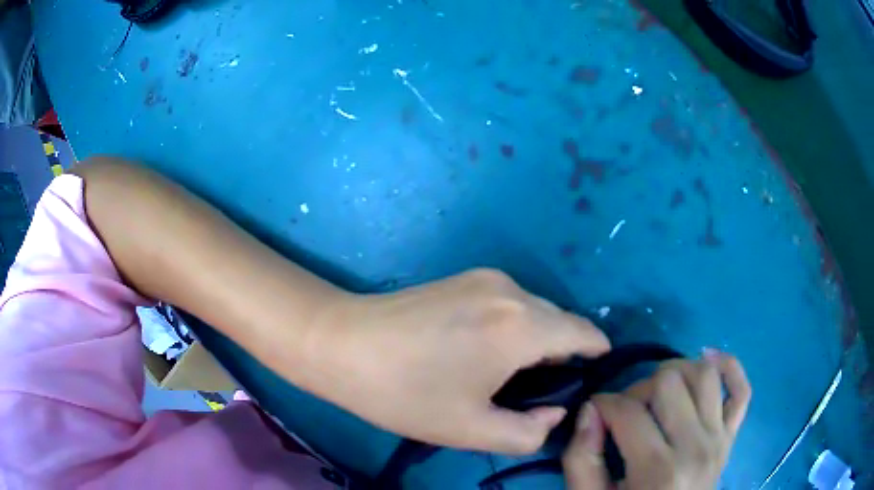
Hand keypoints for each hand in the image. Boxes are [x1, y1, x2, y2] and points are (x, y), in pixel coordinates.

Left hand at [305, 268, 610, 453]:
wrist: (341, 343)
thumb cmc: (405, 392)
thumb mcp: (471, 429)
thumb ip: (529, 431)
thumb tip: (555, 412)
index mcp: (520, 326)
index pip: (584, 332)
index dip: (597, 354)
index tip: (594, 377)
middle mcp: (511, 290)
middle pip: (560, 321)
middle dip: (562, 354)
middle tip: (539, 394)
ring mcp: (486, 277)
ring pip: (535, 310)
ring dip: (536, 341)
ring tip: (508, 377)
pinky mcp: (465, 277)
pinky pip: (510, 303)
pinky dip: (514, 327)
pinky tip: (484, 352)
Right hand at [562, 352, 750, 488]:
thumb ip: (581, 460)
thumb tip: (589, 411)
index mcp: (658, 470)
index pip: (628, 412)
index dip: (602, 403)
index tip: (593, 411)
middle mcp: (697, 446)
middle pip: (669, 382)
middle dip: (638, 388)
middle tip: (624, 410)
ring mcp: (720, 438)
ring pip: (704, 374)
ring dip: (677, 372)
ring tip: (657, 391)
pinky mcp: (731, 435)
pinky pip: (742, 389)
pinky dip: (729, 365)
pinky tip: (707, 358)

● ● ● ● ● ● ●

§ WORK REQUIRED
When you transcribe the entries, reproduce each line exactly and skip any picture.

§ SOLVED EXERCISE
Hand keypoints for each hand in the image. Boxes are [x1, y1, x2, y2] and points are (x, y), in pixel coordinates.

Left hand at [305, 268, 610, 453]:
wrist: (341, 343)
thumb cmc: (405, 392)
thumb mcp: (471, 429)
thumb ip: (529, 431)
thumb tip: (555, 412)
index mcp: (520, 326)
index pip: (584, 332)
index dip: (597, 354)
index tip: (594, 377)
middle mcp: (511, 290)
middle pip: (560, 321)
middle dip: (562, 354)
middle tip: (539, 394)
ring mcp: (486, 277)
ring pip: (535, 310)
ring dip: (536, 341)
ring tip: (508, 377)
pinky mcp: (465, 277)
pinky pip: (510, 303)
pinky dip: (514, 327)
pinky tip: (484, 352)
Right hand at [562, 352, 750, 488]:
thumb ip: (581, 460)
thumb tip: (589, 411)
index mcp: (658, 470)
index pip: (628, 412)
index dip: (602, 403)
index tip: (593, 411)
middle mcp: (697, 446)
middle pip: (669, 382)
middle dip: (638, 388)
middle tip: (624, 410)
ring mcp: (720, 438)
ring pip: (704, 374)
ring dip: (677, 372)
ring tip: (657, 391)
pinky mcp: (731, 435)
pinky pip: (742, 389)
pinky dip: (729, 365)
pinky tip: (707, 358)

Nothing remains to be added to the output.